### Task to complete
Go through the material below and tally every line with the string "dead". Reply with the number only.

### Data under study
==*==
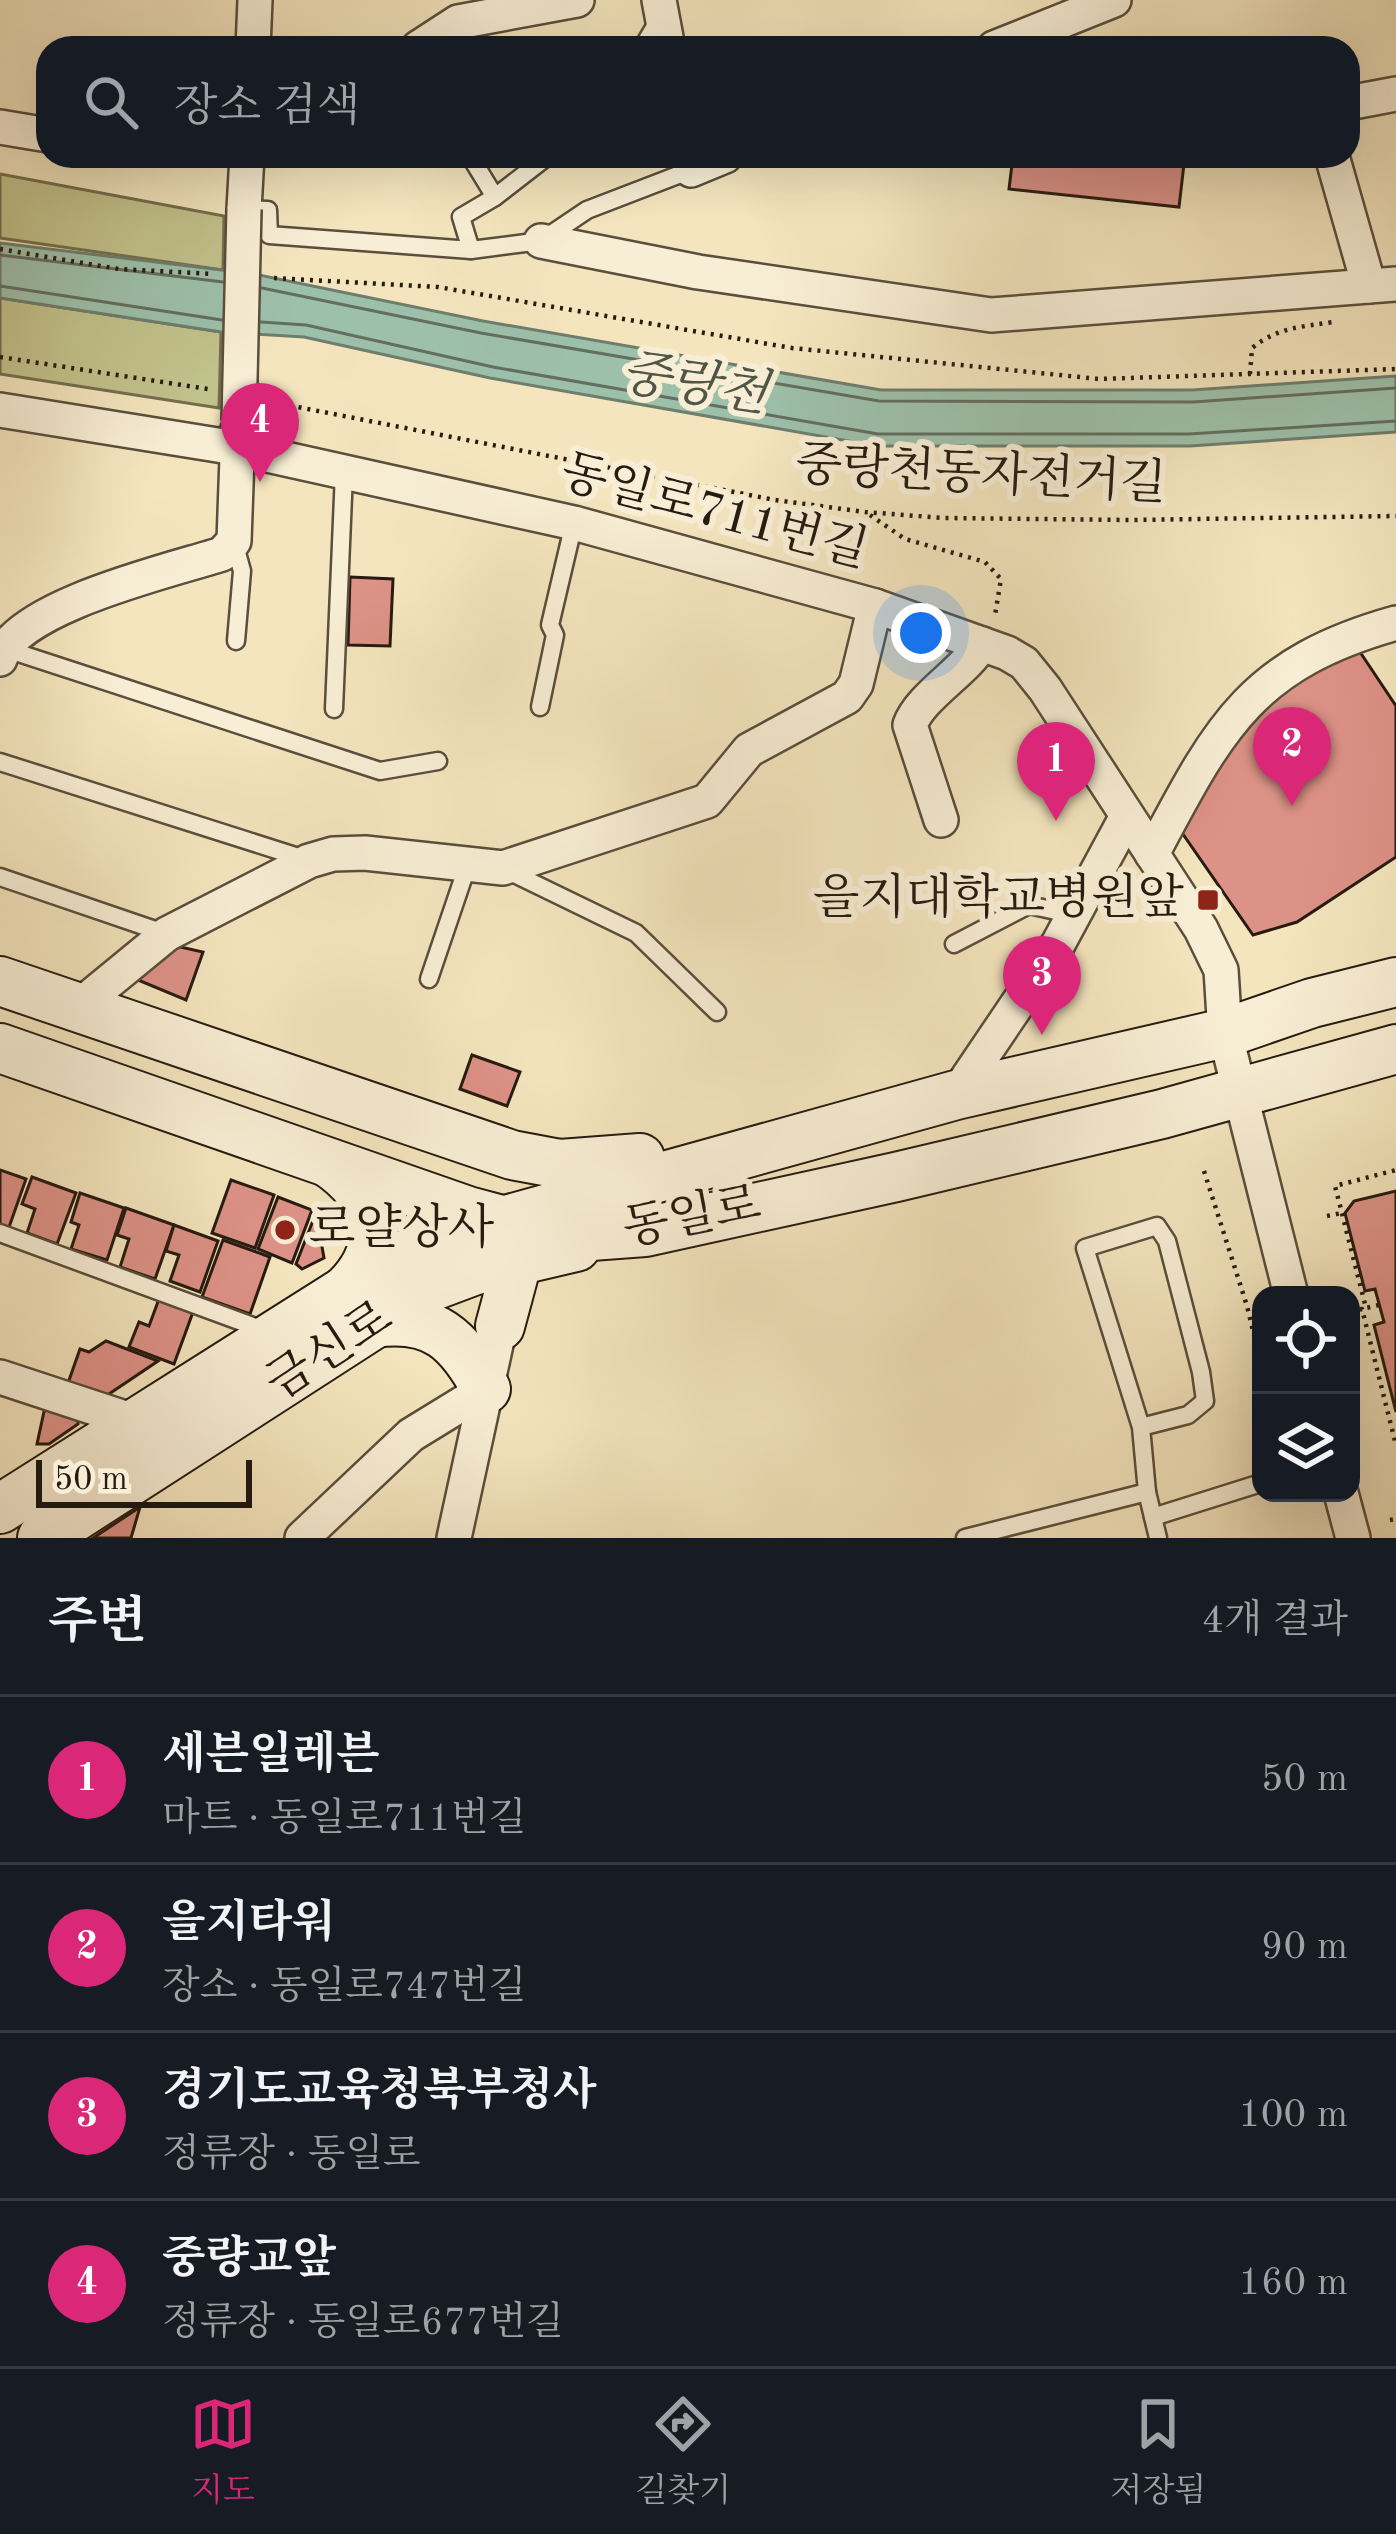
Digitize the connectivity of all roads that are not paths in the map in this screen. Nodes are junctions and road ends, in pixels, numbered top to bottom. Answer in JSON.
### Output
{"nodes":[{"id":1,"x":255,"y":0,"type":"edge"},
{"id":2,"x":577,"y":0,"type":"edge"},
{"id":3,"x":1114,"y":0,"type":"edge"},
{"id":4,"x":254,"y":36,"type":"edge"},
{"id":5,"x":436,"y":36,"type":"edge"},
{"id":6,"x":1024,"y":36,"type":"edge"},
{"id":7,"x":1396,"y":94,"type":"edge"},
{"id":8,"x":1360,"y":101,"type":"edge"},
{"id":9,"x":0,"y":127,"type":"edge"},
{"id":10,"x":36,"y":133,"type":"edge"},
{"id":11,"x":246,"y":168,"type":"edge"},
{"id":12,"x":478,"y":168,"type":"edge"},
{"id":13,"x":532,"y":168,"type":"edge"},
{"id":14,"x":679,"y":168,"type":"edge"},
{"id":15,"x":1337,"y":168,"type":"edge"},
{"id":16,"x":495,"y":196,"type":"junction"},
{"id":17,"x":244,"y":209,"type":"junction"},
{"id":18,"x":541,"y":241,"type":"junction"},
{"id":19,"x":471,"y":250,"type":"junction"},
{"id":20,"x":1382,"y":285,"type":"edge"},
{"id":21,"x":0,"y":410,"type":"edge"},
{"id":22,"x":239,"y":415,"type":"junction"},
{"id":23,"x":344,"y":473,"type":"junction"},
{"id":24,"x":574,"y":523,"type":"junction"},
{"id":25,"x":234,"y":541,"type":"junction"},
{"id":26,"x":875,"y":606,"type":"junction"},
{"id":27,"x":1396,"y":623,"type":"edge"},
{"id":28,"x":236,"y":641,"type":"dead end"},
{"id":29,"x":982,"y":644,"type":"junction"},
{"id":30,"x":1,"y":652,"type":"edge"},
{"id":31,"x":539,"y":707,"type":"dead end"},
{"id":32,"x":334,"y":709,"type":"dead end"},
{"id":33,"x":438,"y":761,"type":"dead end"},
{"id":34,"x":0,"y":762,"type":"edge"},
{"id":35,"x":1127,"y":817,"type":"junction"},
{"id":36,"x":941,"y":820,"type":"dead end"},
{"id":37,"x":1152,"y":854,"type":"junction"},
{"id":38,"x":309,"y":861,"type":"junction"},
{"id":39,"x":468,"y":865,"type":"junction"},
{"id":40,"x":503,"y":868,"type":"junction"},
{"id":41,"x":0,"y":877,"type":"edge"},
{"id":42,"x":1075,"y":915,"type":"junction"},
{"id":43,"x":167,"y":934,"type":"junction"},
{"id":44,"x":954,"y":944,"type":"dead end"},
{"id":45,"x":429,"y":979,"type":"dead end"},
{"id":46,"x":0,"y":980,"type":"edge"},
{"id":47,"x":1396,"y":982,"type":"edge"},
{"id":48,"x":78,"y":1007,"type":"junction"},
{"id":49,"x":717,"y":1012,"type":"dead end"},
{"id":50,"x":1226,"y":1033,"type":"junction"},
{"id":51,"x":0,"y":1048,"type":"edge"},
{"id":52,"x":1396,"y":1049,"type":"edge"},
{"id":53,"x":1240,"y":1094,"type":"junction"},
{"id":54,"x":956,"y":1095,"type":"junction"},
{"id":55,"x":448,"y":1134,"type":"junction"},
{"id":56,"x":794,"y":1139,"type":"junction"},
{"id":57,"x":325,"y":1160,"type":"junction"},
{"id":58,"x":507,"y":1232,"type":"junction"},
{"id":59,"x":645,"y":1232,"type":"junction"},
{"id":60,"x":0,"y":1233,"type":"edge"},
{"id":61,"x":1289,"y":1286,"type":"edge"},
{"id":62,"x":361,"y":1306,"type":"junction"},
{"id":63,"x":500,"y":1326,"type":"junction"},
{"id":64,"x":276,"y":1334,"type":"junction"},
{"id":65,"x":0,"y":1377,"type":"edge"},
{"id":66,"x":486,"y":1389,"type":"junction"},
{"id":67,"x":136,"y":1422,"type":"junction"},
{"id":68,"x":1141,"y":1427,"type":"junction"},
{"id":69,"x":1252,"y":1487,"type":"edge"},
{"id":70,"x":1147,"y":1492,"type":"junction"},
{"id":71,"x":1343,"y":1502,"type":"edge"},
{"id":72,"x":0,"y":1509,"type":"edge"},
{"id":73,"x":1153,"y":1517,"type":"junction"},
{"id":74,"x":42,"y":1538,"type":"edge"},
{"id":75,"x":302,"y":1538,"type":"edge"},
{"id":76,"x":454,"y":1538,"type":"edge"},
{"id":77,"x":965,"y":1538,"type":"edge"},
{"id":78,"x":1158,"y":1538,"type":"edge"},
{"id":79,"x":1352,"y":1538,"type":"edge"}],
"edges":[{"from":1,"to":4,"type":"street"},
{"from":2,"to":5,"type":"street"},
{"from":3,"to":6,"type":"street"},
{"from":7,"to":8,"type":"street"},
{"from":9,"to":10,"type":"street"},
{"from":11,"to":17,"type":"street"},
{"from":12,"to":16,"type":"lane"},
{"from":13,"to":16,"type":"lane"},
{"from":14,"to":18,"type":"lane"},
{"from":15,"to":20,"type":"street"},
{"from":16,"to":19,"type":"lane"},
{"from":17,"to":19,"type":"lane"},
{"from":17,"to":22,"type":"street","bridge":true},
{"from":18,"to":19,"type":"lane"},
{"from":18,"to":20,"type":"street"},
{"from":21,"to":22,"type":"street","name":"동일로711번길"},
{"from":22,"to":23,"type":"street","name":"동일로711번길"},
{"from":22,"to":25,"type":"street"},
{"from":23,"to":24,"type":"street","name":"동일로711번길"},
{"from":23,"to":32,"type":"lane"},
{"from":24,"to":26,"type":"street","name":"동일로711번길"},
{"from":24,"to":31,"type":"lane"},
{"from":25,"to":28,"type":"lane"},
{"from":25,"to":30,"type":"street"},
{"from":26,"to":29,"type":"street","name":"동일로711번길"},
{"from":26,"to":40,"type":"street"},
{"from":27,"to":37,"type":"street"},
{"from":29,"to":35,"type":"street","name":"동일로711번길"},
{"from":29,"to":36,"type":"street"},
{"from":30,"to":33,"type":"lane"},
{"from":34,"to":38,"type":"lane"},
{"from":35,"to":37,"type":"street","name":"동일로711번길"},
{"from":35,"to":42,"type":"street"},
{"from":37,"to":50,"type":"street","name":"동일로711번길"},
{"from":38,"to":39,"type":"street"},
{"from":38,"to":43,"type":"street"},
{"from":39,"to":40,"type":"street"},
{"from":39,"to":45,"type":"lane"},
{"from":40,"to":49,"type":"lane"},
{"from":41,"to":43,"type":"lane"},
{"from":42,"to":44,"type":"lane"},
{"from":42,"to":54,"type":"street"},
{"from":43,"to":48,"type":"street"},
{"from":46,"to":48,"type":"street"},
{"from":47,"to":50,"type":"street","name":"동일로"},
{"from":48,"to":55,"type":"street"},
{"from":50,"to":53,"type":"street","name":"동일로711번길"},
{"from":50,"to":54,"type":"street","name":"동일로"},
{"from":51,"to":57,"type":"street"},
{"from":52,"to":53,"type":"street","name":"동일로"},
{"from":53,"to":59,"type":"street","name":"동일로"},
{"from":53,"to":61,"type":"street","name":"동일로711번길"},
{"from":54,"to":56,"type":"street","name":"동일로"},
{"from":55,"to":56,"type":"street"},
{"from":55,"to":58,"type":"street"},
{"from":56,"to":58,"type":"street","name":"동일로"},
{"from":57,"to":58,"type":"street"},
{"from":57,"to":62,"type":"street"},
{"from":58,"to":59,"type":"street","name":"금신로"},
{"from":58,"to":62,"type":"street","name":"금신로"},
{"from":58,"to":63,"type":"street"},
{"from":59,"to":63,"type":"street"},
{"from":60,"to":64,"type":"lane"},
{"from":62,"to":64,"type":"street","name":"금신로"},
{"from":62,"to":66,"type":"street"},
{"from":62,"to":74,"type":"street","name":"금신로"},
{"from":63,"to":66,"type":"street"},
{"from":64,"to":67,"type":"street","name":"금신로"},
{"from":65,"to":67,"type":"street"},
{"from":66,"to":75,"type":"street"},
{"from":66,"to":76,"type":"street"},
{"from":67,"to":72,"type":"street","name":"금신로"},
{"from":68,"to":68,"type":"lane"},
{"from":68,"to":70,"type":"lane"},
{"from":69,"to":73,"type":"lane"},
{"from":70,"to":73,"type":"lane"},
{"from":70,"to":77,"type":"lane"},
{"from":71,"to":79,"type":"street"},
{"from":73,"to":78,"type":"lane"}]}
==*==
### Task answer
8